## Required action
Search the entries for the word "Santos" and return every line where it is found.
____ Source material
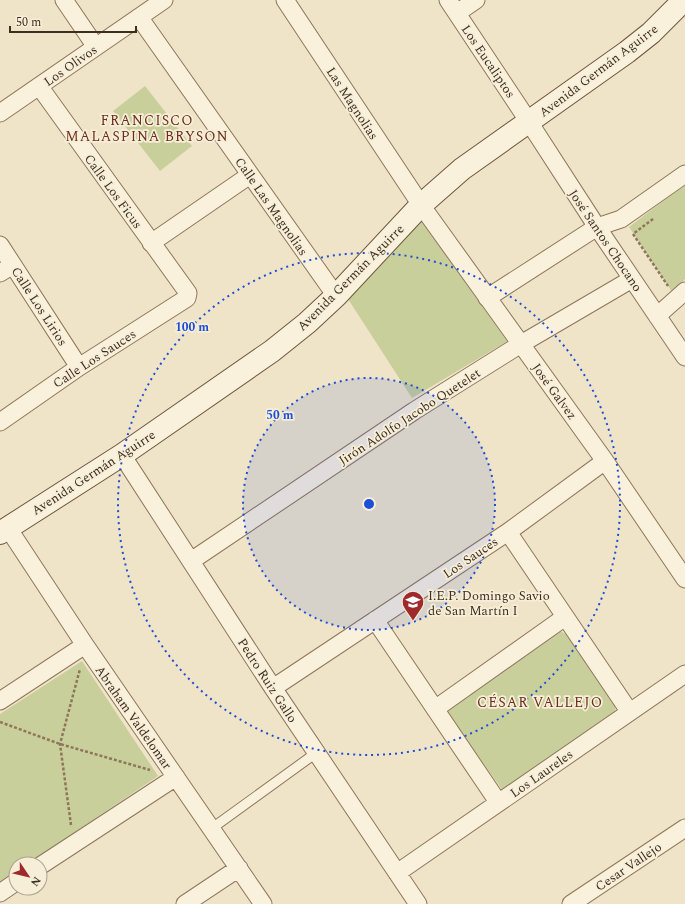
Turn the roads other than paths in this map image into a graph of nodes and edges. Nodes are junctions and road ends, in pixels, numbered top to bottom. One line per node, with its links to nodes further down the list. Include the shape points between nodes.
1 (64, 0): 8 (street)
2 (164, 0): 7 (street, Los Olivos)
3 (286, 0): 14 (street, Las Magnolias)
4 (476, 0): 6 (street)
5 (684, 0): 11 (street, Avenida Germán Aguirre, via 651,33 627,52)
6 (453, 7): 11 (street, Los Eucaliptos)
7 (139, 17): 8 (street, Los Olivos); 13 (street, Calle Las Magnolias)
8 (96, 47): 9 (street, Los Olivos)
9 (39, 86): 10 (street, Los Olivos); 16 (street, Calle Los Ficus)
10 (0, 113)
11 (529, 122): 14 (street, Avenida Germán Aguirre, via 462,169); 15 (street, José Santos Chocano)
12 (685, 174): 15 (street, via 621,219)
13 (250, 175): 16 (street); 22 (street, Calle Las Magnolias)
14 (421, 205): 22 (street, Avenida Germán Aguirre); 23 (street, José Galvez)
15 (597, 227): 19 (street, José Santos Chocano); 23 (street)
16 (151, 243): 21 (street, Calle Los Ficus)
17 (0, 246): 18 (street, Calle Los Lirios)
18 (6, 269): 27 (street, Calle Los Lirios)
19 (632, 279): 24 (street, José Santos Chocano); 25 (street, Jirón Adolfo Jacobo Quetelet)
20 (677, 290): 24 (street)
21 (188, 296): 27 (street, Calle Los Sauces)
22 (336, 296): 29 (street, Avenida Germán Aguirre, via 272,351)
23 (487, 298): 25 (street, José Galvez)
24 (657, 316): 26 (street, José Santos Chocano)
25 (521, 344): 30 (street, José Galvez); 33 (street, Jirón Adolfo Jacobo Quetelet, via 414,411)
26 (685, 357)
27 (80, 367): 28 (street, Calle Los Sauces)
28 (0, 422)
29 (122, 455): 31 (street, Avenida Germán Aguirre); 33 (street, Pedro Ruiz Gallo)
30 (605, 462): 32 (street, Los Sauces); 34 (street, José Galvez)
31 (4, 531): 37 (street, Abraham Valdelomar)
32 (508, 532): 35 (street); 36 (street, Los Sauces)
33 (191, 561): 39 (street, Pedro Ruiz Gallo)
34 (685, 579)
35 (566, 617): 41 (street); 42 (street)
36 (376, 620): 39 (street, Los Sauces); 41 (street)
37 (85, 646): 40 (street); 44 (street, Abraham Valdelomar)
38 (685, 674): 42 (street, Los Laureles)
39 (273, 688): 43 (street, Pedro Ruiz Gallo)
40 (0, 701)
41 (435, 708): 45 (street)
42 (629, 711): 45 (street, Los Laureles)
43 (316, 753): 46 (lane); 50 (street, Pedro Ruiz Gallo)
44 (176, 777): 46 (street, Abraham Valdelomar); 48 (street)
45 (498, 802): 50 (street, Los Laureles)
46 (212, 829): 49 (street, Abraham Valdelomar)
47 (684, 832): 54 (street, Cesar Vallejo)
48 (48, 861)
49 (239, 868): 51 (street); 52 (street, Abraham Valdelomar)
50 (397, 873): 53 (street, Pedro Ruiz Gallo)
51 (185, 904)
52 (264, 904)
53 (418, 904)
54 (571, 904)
________
____ Source material
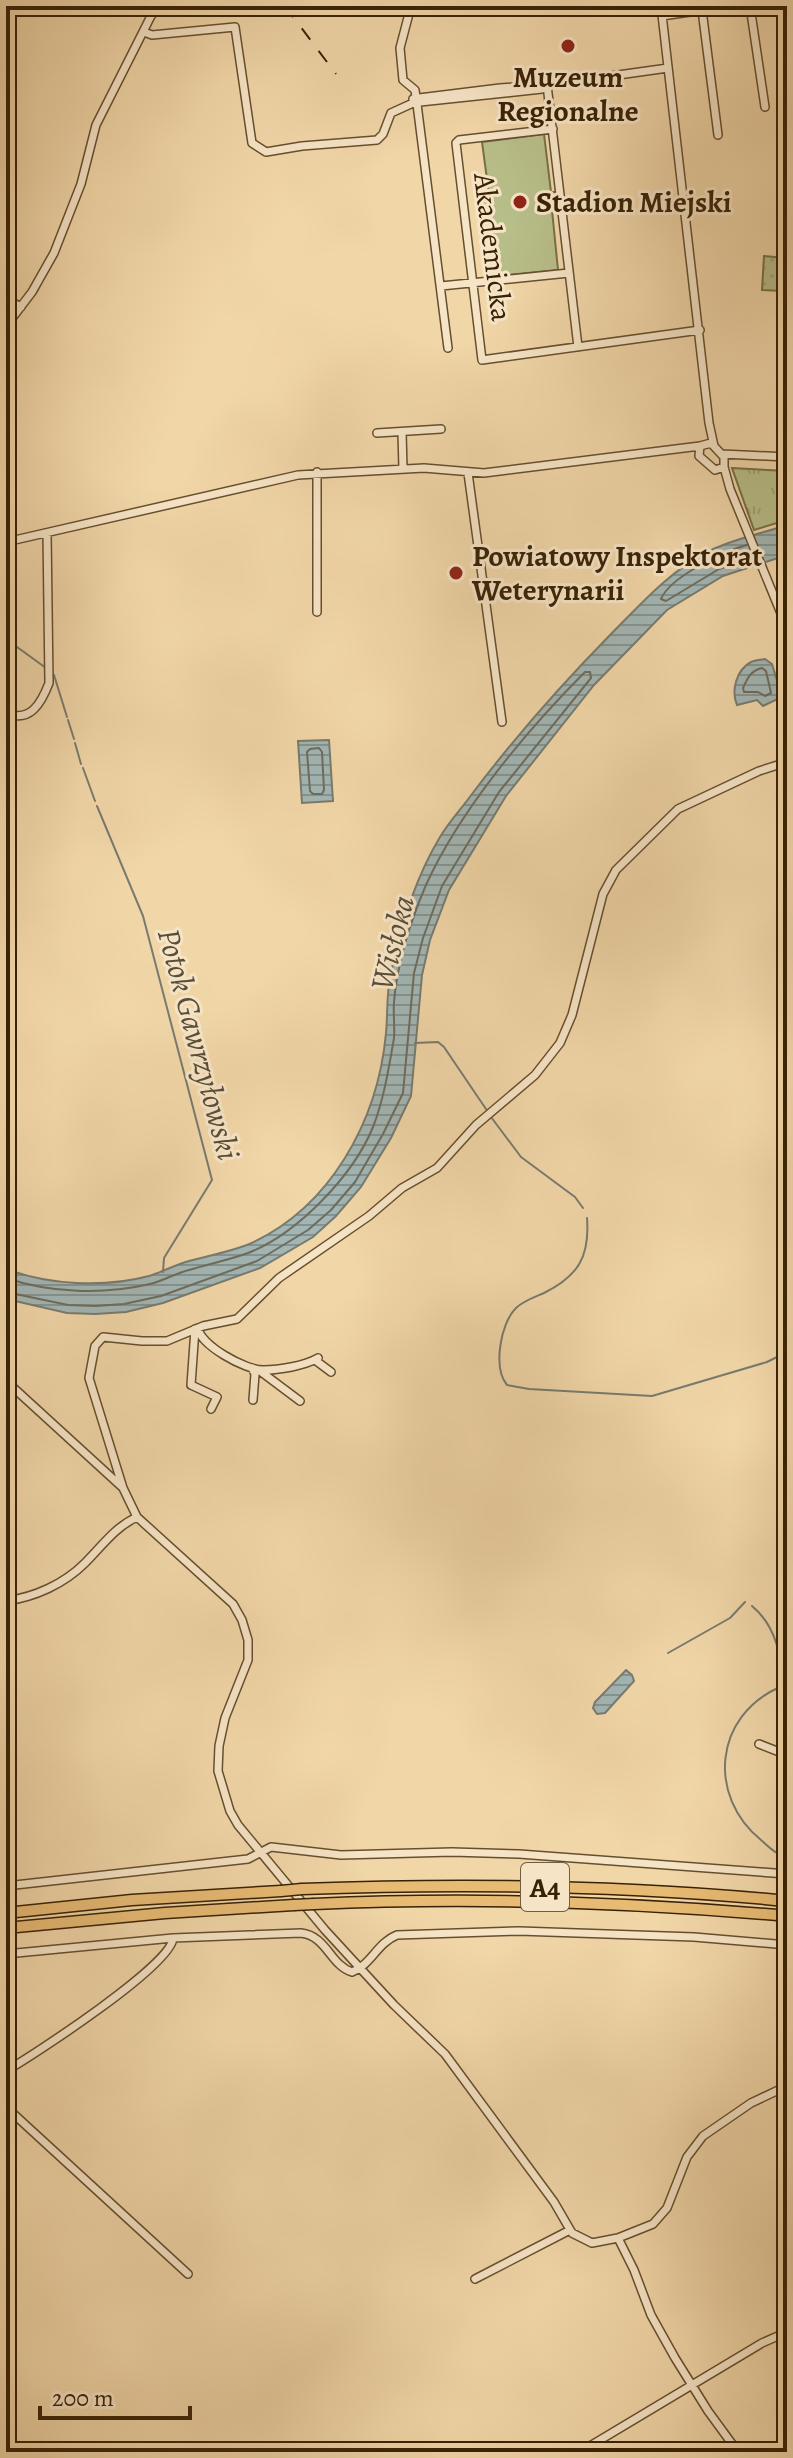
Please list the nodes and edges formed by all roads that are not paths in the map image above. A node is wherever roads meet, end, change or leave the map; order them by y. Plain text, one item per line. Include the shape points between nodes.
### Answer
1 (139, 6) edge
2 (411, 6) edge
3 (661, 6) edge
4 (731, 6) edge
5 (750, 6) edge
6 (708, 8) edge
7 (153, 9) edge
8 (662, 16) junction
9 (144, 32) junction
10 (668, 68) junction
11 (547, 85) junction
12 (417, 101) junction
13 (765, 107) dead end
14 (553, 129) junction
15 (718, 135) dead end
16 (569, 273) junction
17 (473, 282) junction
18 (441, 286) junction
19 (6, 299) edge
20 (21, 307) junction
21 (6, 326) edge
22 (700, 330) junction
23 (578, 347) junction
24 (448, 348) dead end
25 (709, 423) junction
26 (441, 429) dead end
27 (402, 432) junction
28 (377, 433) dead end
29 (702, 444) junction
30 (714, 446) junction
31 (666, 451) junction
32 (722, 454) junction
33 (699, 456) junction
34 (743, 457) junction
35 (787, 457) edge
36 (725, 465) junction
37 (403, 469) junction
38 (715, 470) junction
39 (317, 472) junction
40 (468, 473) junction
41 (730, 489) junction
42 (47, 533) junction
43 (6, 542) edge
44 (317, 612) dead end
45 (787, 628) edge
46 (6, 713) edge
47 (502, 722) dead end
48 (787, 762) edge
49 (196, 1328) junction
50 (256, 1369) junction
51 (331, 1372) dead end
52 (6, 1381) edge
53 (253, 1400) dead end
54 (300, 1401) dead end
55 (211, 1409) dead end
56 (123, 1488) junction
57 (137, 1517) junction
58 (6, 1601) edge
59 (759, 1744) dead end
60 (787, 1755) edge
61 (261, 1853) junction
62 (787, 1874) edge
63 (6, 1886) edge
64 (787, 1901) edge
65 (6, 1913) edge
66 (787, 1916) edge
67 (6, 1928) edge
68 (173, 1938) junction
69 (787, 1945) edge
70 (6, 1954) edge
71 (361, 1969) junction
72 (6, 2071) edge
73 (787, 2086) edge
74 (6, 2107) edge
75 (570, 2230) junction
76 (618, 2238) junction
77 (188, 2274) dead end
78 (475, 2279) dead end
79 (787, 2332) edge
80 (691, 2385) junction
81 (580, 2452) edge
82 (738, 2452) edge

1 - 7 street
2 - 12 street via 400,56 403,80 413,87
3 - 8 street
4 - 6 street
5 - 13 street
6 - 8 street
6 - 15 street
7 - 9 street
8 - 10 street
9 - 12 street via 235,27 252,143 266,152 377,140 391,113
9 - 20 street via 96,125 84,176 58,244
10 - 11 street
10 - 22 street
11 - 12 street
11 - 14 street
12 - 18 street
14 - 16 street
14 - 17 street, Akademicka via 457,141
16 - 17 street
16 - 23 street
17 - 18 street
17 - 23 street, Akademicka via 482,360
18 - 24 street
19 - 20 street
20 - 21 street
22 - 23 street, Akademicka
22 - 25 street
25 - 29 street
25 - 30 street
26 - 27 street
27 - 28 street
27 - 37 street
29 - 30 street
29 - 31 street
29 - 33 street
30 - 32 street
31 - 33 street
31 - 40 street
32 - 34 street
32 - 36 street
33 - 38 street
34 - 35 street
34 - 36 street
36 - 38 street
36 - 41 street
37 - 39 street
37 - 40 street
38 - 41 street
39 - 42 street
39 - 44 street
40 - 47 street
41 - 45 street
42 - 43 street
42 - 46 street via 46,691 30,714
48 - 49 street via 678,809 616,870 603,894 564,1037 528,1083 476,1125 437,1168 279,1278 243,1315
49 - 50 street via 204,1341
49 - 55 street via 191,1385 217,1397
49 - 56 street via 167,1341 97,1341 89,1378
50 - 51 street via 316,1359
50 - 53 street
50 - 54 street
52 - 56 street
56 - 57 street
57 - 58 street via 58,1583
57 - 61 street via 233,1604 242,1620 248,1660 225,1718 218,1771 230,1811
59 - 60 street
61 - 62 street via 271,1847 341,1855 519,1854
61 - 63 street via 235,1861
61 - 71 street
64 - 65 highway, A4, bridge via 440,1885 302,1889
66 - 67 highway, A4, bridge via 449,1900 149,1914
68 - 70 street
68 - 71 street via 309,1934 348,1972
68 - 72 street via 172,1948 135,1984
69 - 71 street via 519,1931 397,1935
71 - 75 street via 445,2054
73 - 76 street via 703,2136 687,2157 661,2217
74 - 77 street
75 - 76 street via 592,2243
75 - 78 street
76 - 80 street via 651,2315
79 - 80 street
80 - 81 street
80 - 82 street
________
## Exercise response
11 (529, 122): 14 (street, Avenida Germán Aguirre, via 462,169); 15 (street, José Santos Chocano)
15 (597, 227): 19 (street, José Santos Chocano); 23 (street)
19 (632, 279): 24 (street, José Santos Chocano); 25 (street, Jirón Adolfo Jacobo Quetelet)
24 (657, 316): 26 (street, José Santos Chocano)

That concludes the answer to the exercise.